Reflective Teaching Blog Post #4
Recently I was challenged on Facebook to share three things I’m grateful for everyday for seven days. My immediate thought was the overwhelming gratitude I feel going to work everyday to do I job I not only believe in, but love. The challenge of this blog post is in deciding what it is I love most about teaching. In the spirit of openness I have been narrowing this down for quite a few days. Below are a few of the items that made my list of things I love about teaching.
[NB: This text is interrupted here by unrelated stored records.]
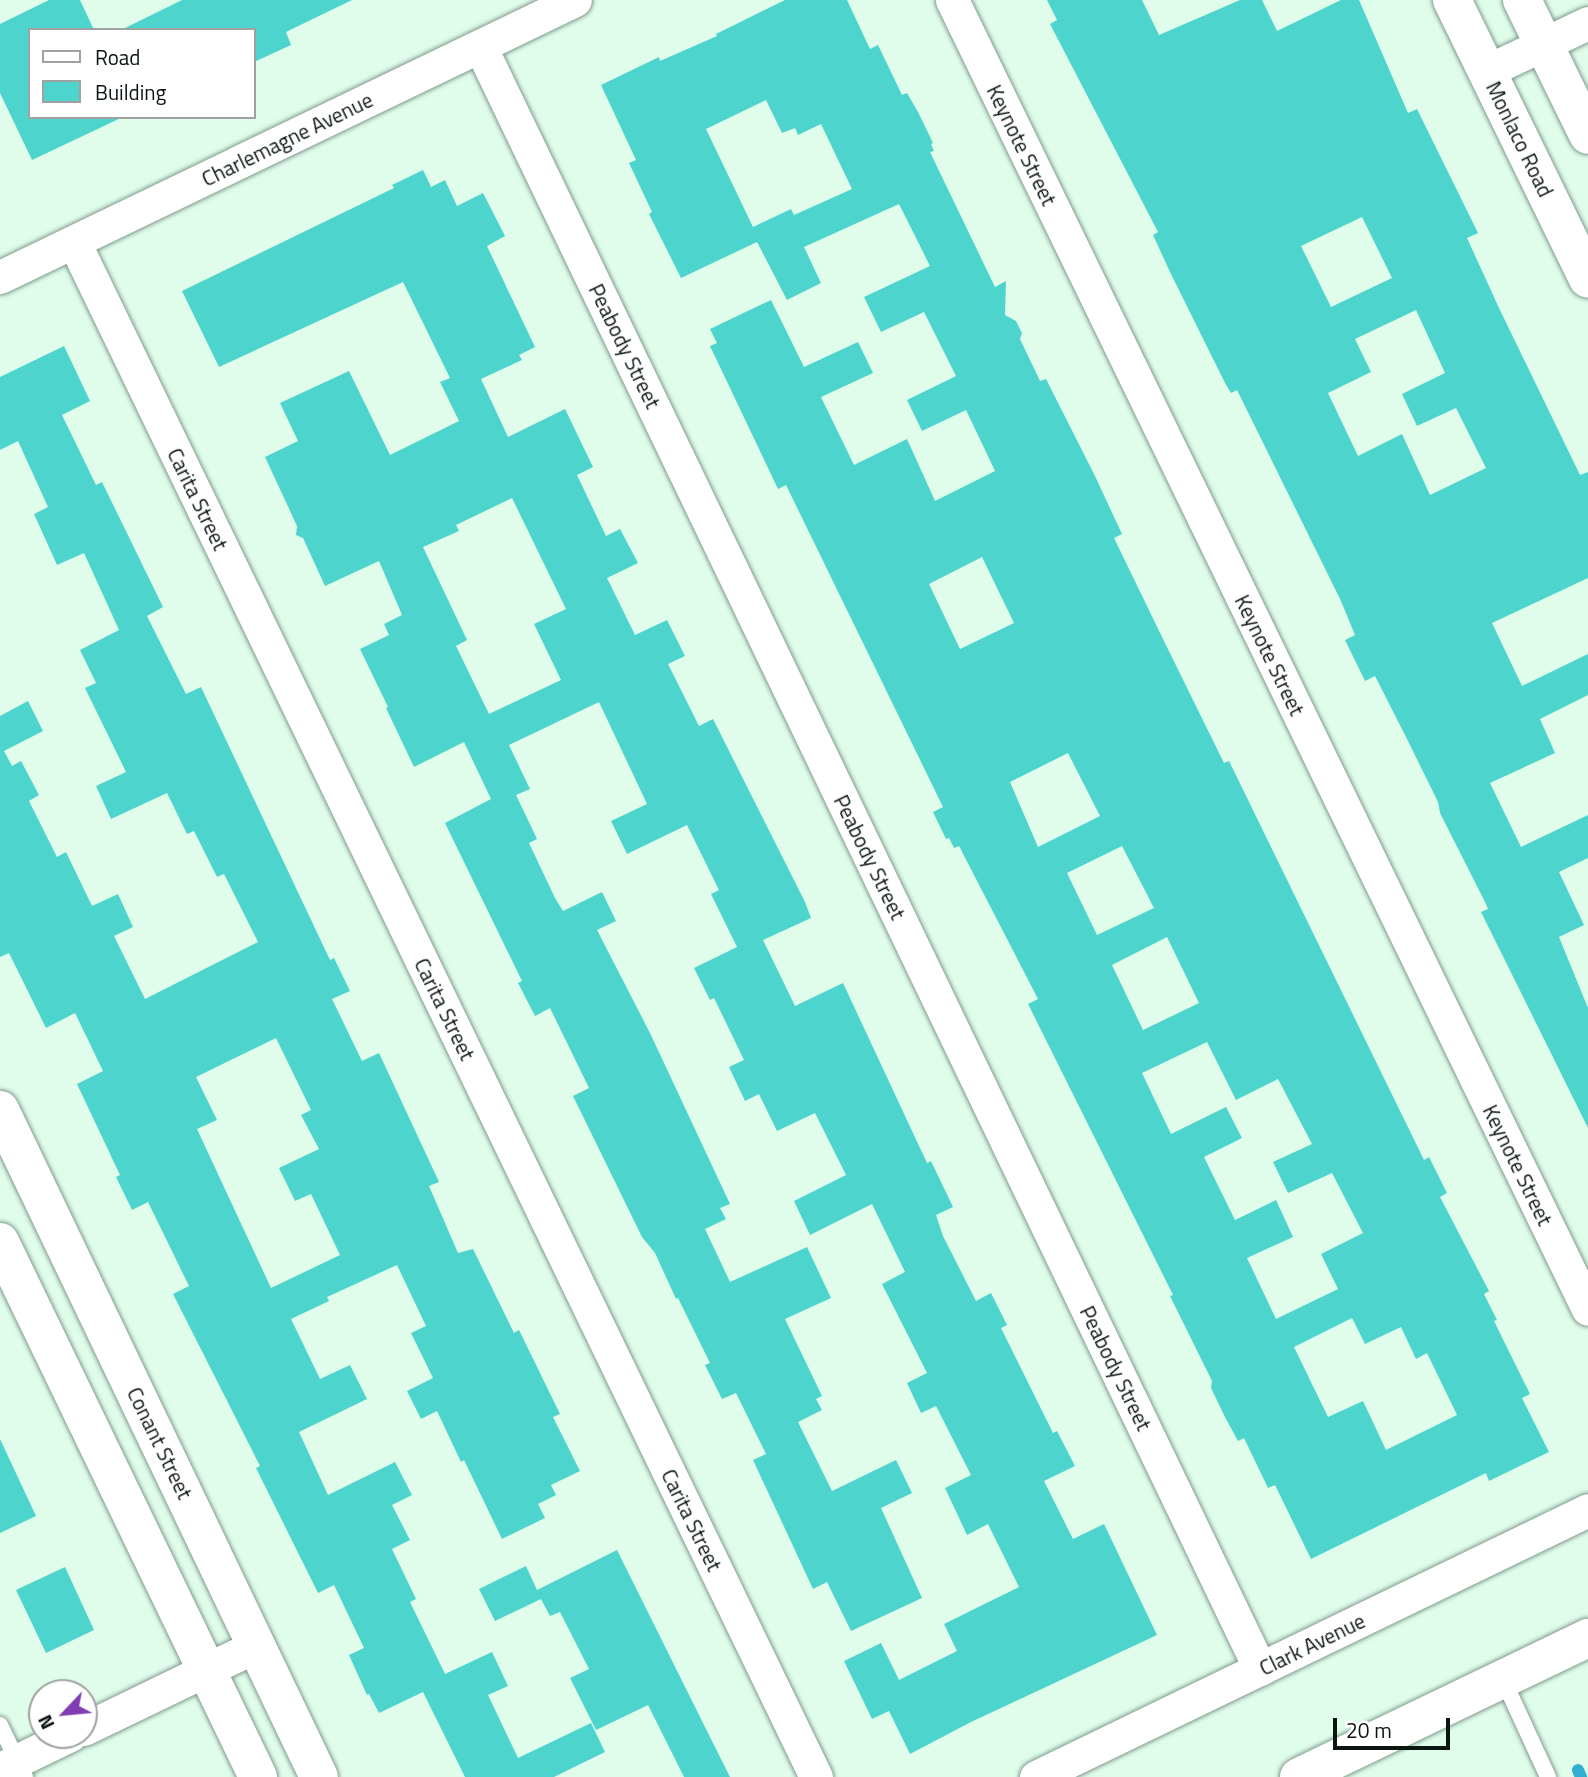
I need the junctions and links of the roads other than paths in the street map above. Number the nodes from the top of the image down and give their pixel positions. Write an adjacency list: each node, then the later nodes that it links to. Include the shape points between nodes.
1 (575, 0): 7 (street, Charlemagne Avenue)
2 (952, 0): 15 (street, Keynote Street)
3 (1452, 0): 8 (street, Monlaco Road)
4 (1522, 0): 6 (street)
5 (1588, 23): 6 (street)
6 (1544, 44): 8 (street); 9 (street)
7 (481, 46): 10 (street, Charlemagne Avenue); 19 (street, Peabody Street)
8 (1487, 71): 12 (street, Monlaco Road)
9 (1588, 135)
10 (74, 242): 11 (street, Charlemagne Avenue); 28 (street, Carita Street)
11 (0, 278)
12 (1588, 278)
13 (0, 1110): 18 (street, Conant Street)
14 (0, 1242): 20 (street)
15 (1588, 1309)
16 (1588, 1510): 19 (street, Clark Avenue)
17 (1588, 1638): 21 (street)
18 (256, 1646): 20 (street); 27 (street, Conant Street)
19 (1260, 1669): 29 (street, Clark Avenue)
20 (206, 1670): 22 (street); 26 (street)
21 (1503, 1679): 30 (street); 31 (lane)
22 (98, 1721)
23 (0, 1725): 25 (lane)
24 (48, 1749): 25 (street)
25 (14, 1769)
26 (258, 1777)
27 (319, 1777)
28 (816, 1777)
29 (1036, 1777)
30 (1299, 1777)
31 (1548, 1777)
- Collaboration with colleagues
- Laughter from students during author’s chair
- Spontaneous outbursts of discovery
- Talking to students at the end of the day while they wait on parents
- The morning whip around
- Mid afternoon dance breaks
- VTS discussions
- Book group conversations
- Jump rope and foursquare
- The 5th grade Heritage Project Museum Sharing
The list took a life of its own. Forced to pause in reflection at the end of page I realized what I probably knew all along. The thing I absolutely love MOST about teaching is all the layers of relationship required to do this job well. Relationships with students, parents, colleagues, university partners, community partners, artists, musicians, scientists, you get the point. Essentially what I love to do is design tasks that will create new relationships, deepen old relationships, change some relationships, and to help students build enough confidence to seek out the relationships of their choosing,
From the start, I knew teaching in isolation was not for me. Building the relationships essential to a successful practice began in my credential program. I sought out strong coaches. I looked for teachers whose practice I admired and asked questions about the things they did. Professional development led me to partnerships with university organizations and content specialists. Bay Area Writing Project and Mills Teacher Scholars provided spaces for critical conversations to deepen my thinking. My practice is supported foundationally by the brick and mortar of these relationships.
Then there are the relationships I foster with students. Daily I encourage students to be good citizens, conflict managers, and decent friends. I introduce them to ideas and create tasks that will deepen those relationships. I help them build relationships with writers and characters in books. I encourage students to not let stereotypes and fear stifle their ability to have multicultural and inclusive relationships.
When these relationships develop and thrive I feel the most alive, the strongest sense of passion and purpose. Every knew relationship makes me fall deeper in LOVE!